**Information given**
%%

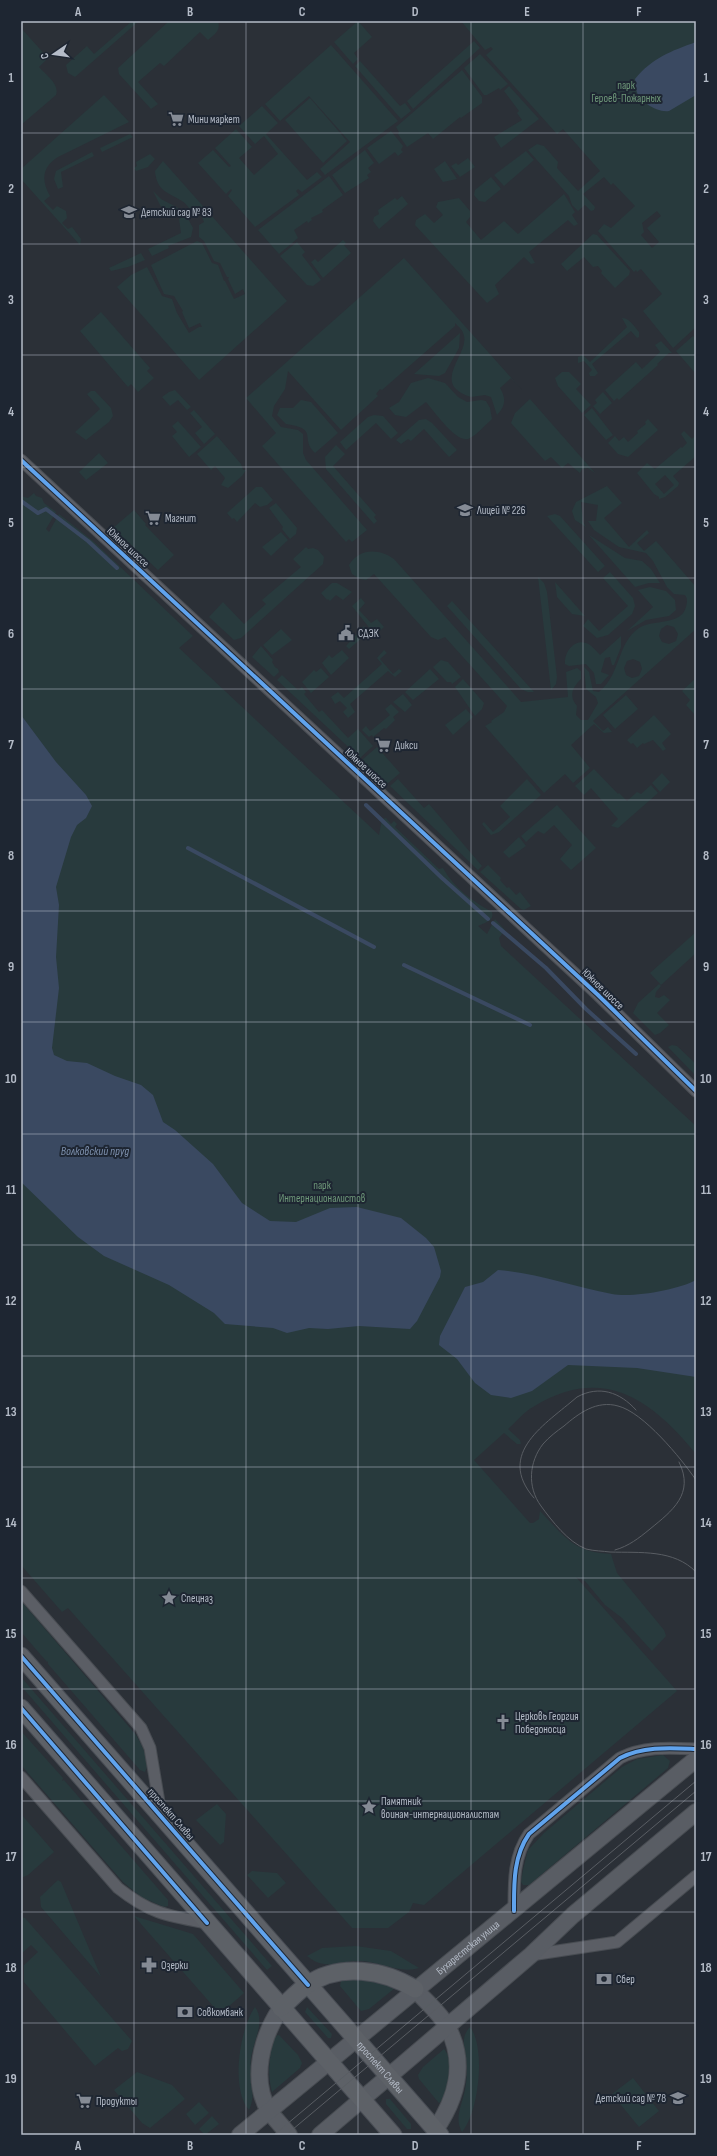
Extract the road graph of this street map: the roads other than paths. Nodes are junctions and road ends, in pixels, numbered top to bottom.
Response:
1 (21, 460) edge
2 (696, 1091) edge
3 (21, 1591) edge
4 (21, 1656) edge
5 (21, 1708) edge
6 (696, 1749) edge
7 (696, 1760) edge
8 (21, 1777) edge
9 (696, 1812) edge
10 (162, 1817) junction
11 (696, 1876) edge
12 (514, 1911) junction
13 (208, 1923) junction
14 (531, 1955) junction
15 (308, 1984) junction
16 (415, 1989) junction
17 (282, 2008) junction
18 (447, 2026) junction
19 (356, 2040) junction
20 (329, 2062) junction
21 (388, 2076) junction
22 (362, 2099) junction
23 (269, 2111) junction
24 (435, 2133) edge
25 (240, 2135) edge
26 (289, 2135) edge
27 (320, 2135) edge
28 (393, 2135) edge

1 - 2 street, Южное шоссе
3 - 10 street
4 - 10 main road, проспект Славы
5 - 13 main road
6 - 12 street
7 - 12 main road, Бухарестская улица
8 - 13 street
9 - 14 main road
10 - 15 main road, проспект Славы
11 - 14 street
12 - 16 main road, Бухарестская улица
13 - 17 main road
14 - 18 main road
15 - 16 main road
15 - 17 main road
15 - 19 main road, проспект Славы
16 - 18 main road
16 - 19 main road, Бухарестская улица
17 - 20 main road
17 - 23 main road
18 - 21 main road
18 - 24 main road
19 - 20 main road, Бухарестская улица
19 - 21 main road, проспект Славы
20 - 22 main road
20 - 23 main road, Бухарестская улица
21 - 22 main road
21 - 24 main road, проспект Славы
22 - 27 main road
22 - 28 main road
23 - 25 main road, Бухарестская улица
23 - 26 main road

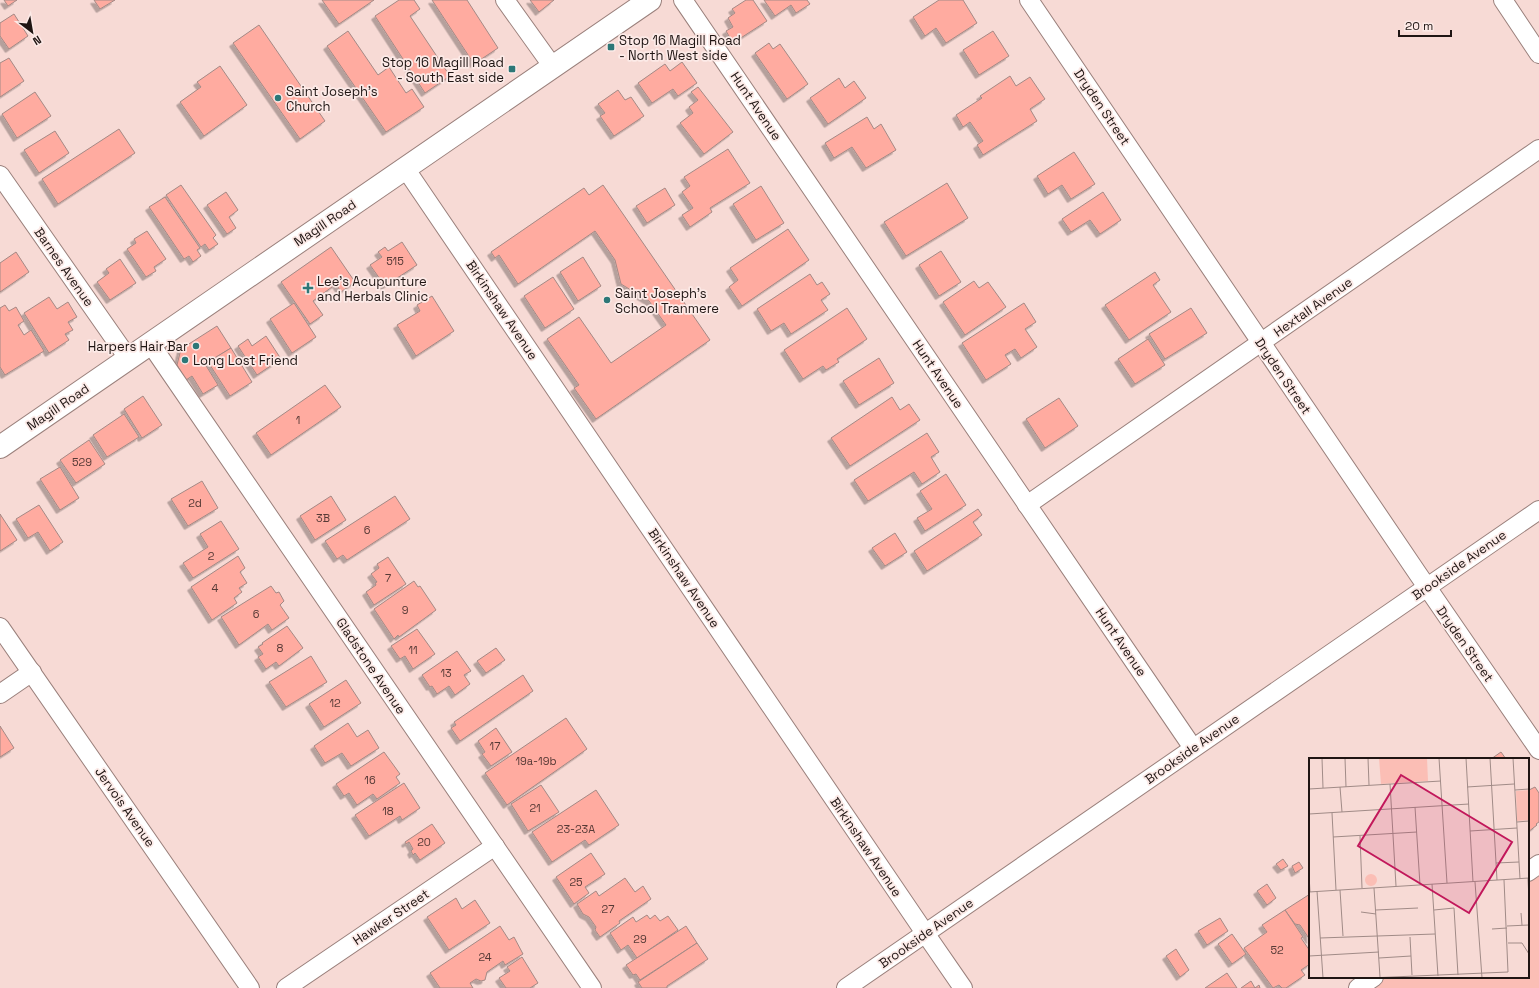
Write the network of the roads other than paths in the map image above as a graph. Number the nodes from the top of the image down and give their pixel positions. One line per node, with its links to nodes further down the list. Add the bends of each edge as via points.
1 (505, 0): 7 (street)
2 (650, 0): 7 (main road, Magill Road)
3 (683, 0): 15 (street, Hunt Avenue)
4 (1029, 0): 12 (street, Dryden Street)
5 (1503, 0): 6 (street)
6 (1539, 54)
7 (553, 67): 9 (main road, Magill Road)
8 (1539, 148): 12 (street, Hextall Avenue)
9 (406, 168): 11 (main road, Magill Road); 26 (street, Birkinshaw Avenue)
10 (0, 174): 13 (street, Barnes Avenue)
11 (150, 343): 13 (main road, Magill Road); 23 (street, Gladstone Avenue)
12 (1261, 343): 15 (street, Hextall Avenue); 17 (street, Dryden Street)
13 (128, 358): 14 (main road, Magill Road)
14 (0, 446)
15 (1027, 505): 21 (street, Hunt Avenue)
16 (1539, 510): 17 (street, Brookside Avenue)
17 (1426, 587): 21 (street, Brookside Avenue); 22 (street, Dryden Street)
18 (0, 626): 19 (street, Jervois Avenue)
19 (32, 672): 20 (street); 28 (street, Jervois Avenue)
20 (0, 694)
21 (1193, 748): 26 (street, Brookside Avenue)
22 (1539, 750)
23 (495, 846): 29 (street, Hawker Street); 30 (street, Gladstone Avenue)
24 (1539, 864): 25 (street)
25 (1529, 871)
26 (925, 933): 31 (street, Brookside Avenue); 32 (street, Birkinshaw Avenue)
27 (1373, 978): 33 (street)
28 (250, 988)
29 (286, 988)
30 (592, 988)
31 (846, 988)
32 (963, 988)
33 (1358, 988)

%%
%%

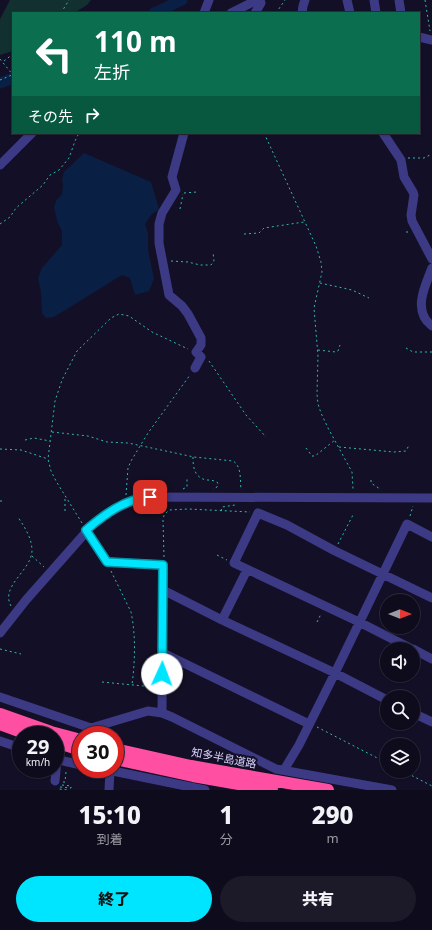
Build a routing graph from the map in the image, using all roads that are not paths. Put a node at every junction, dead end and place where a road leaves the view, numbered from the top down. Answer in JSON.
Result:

%%

**Required work**
How many lines in the listing contain the word "numbered"? Answer with the count and nothing else.

**Answer box**
2